*Task item*: An exact copy of all the data, minus the images, is required.

Supplied records START

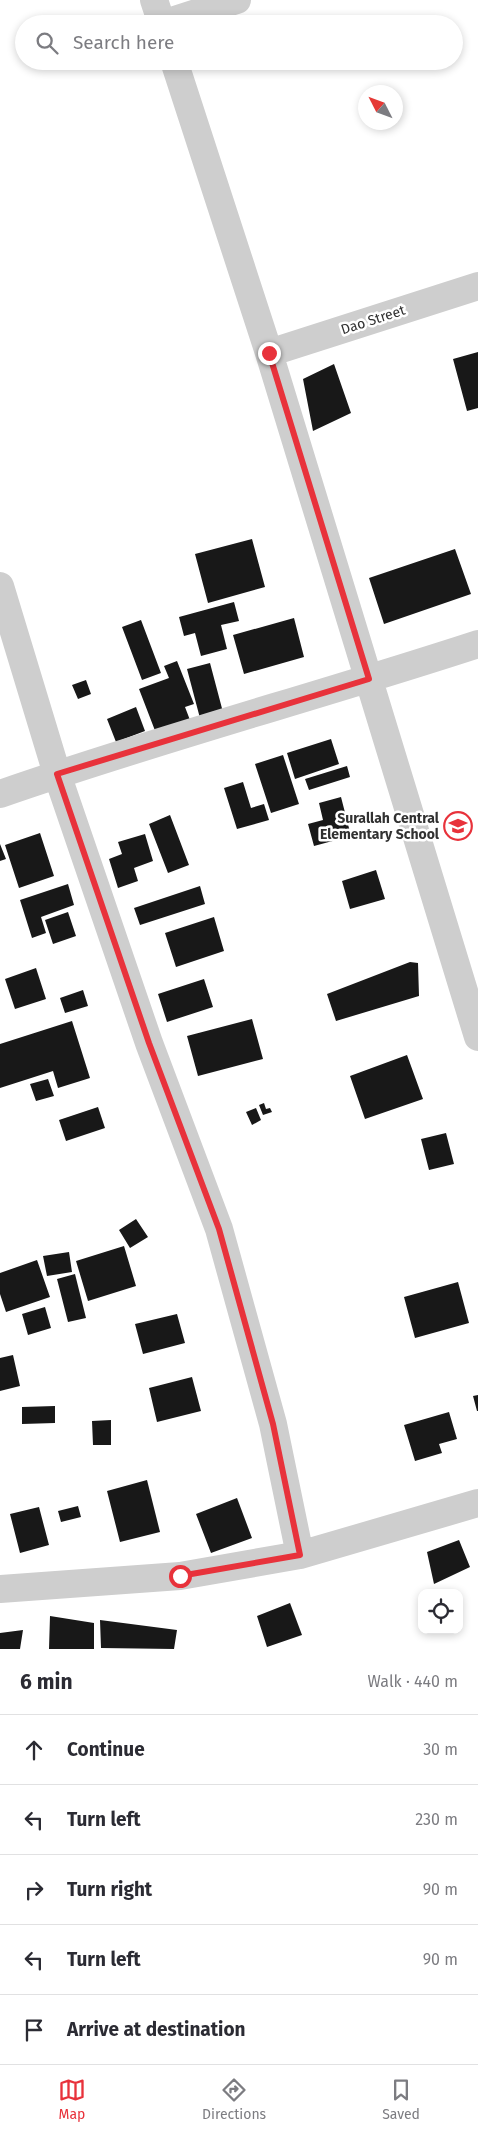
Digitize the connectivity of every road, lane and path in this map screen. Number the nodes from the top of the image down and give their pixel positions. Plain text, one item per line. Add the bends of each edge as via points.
1 (154, 0) edge
2 (237, 0) edge
3 (159, 15) edge
4 (190, 15) edge
5 (177, 70) edge
6 (478, 286) edge
7 (269, 353) junction
8 (0, 586) edge
9 (478, 644) edge
10 (369, 679) junction
11 (57, 774) junction
12 (0, 794) edge
13 (478, 1037) edge
14 (478, 1503) edge
15 (300, 1555) junction
16 (0, 1588) edge

1 - 3 street
2 - 4 street
5 - 7 street
6 - 7 street, Dao Street
7 - 10 street
8 - 11 street
9 - 10 street
10 - 11 street
10 - 13 street
11 - 12 street
11 - 15 street via 149,1043 219,1229 273,1424
14 - 15 street
15 - 16 street via 180,1576

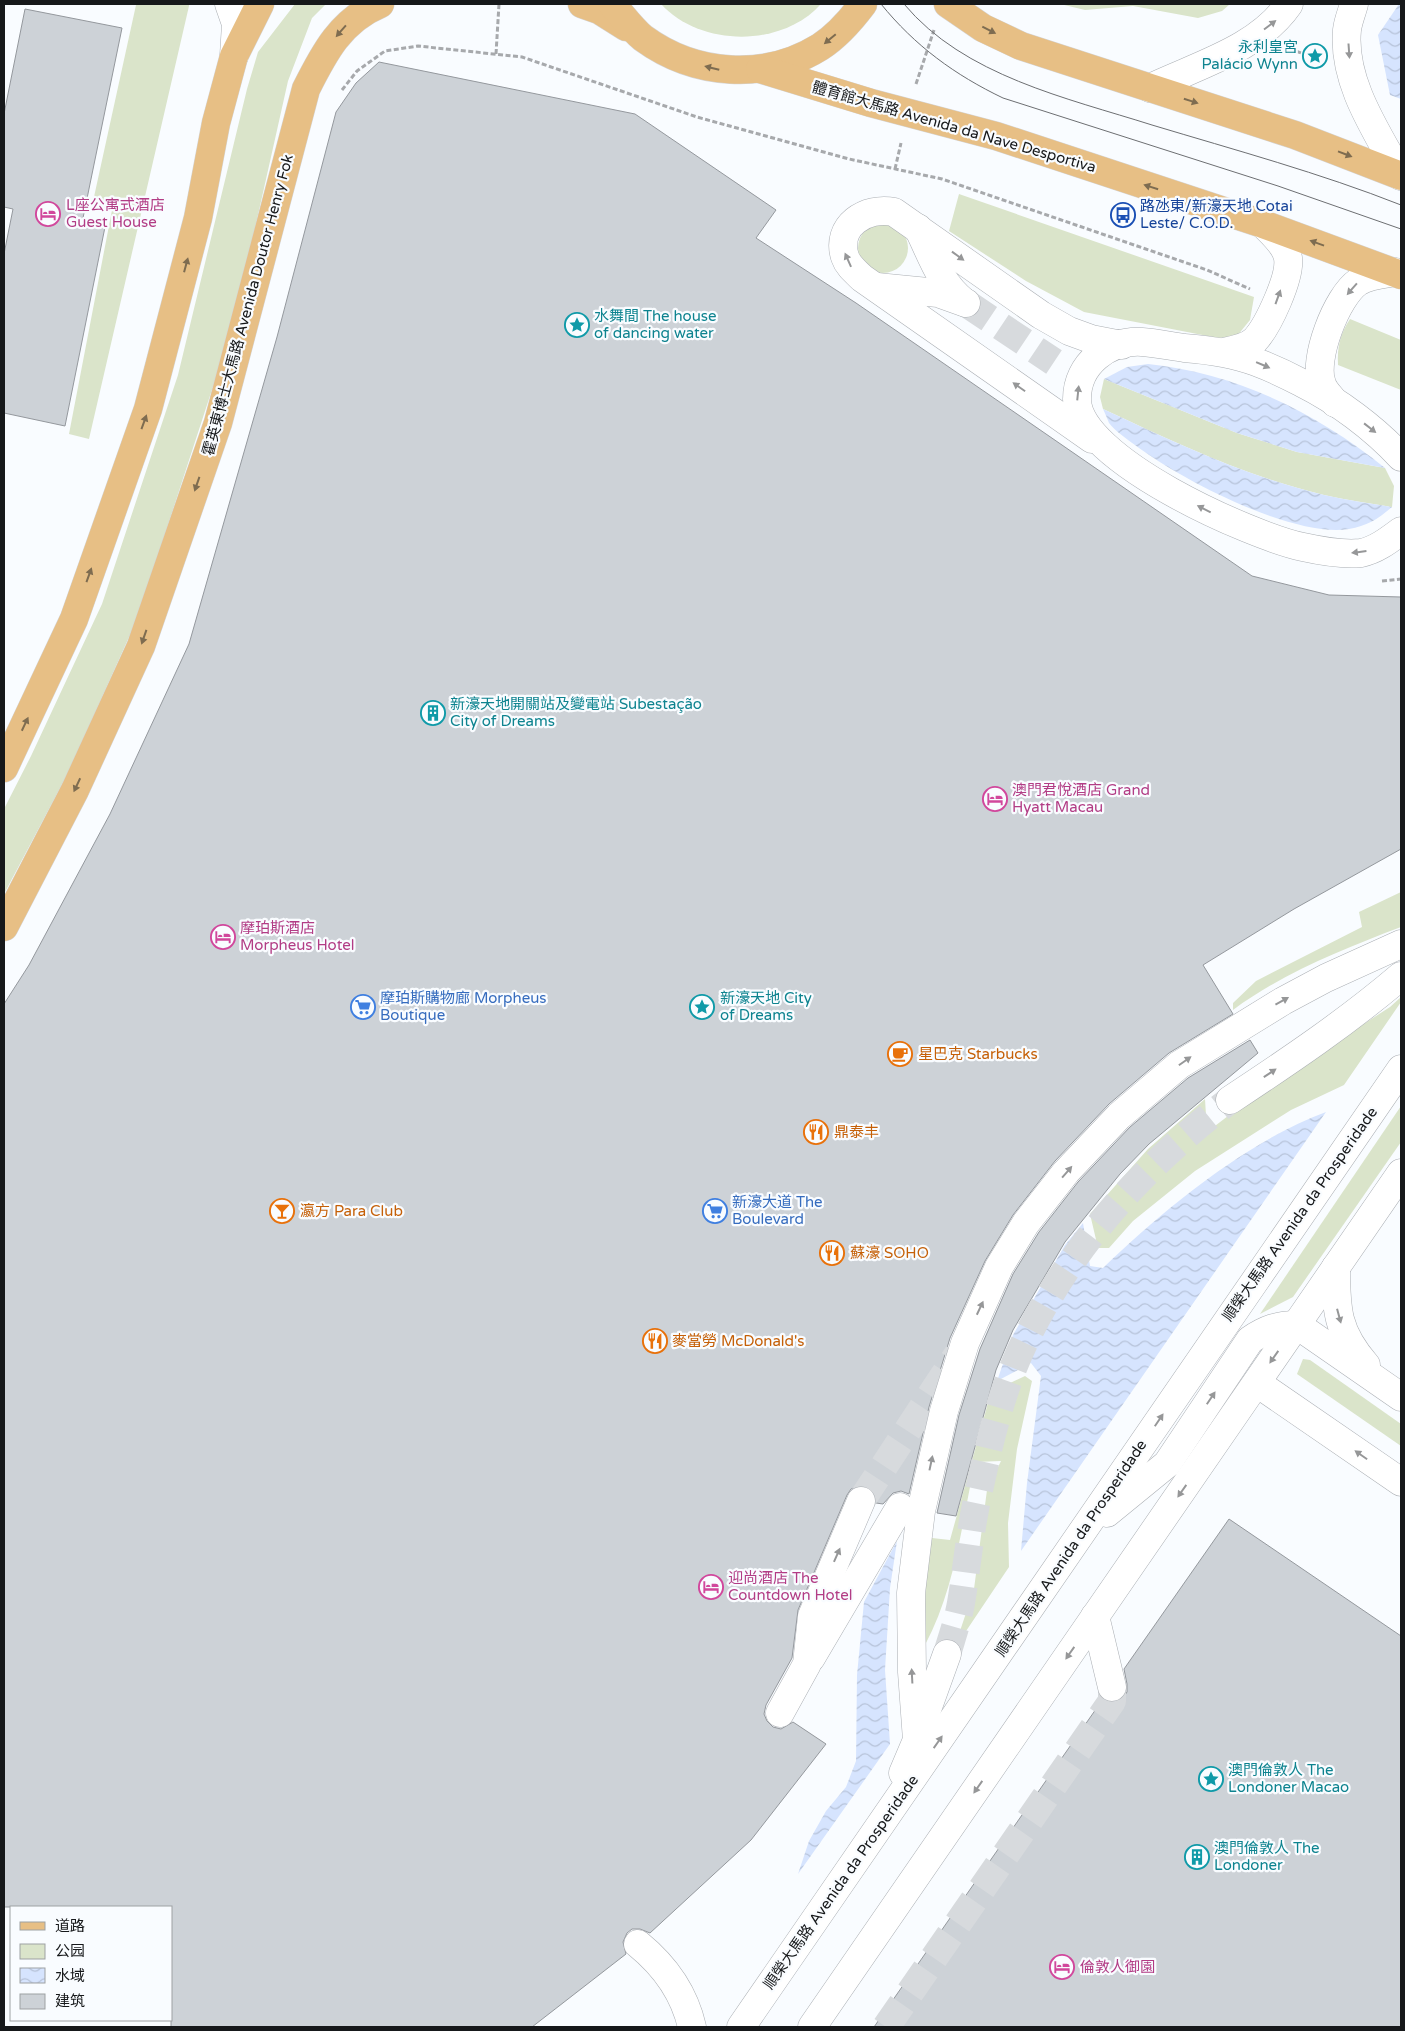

Supplied records END

*Your solution*:
Digitize the connectivity of every road, lane and path in this map screen. Number the nodes from the top of the image down and give their pixel positions. Plain text, one item per line. Add the bends of each edge as via points.
1 (154, 0) edge
2 (237, 0) edge
3 (159, 15) edge
4 (190, 15) edge
5 (177, 70) edge
6 (478, 286) edge
7 (269, 353) junction
8 (0, 586) edge
9 (478, 644) edge
10 (369, 679) junction
11 (57, 774) junction
12 (0, 794) edge
13 (478, 1037) edge
14 (478, 1503) edge
15 (300, 1555) junction
16 (0, 1588) edge

1 - 3 street
2 - 4 street
5 - 7 street
6 - 7 street, Dao Street
7 - 10 street
8 - 11 street
9 - 10 street
10 - 11 street
10 - 13 street
11 - 12 street
11 - 15 street via 149,1043 219,1229 273,1424
14 - 15 street
15 - 16 street via 180,1576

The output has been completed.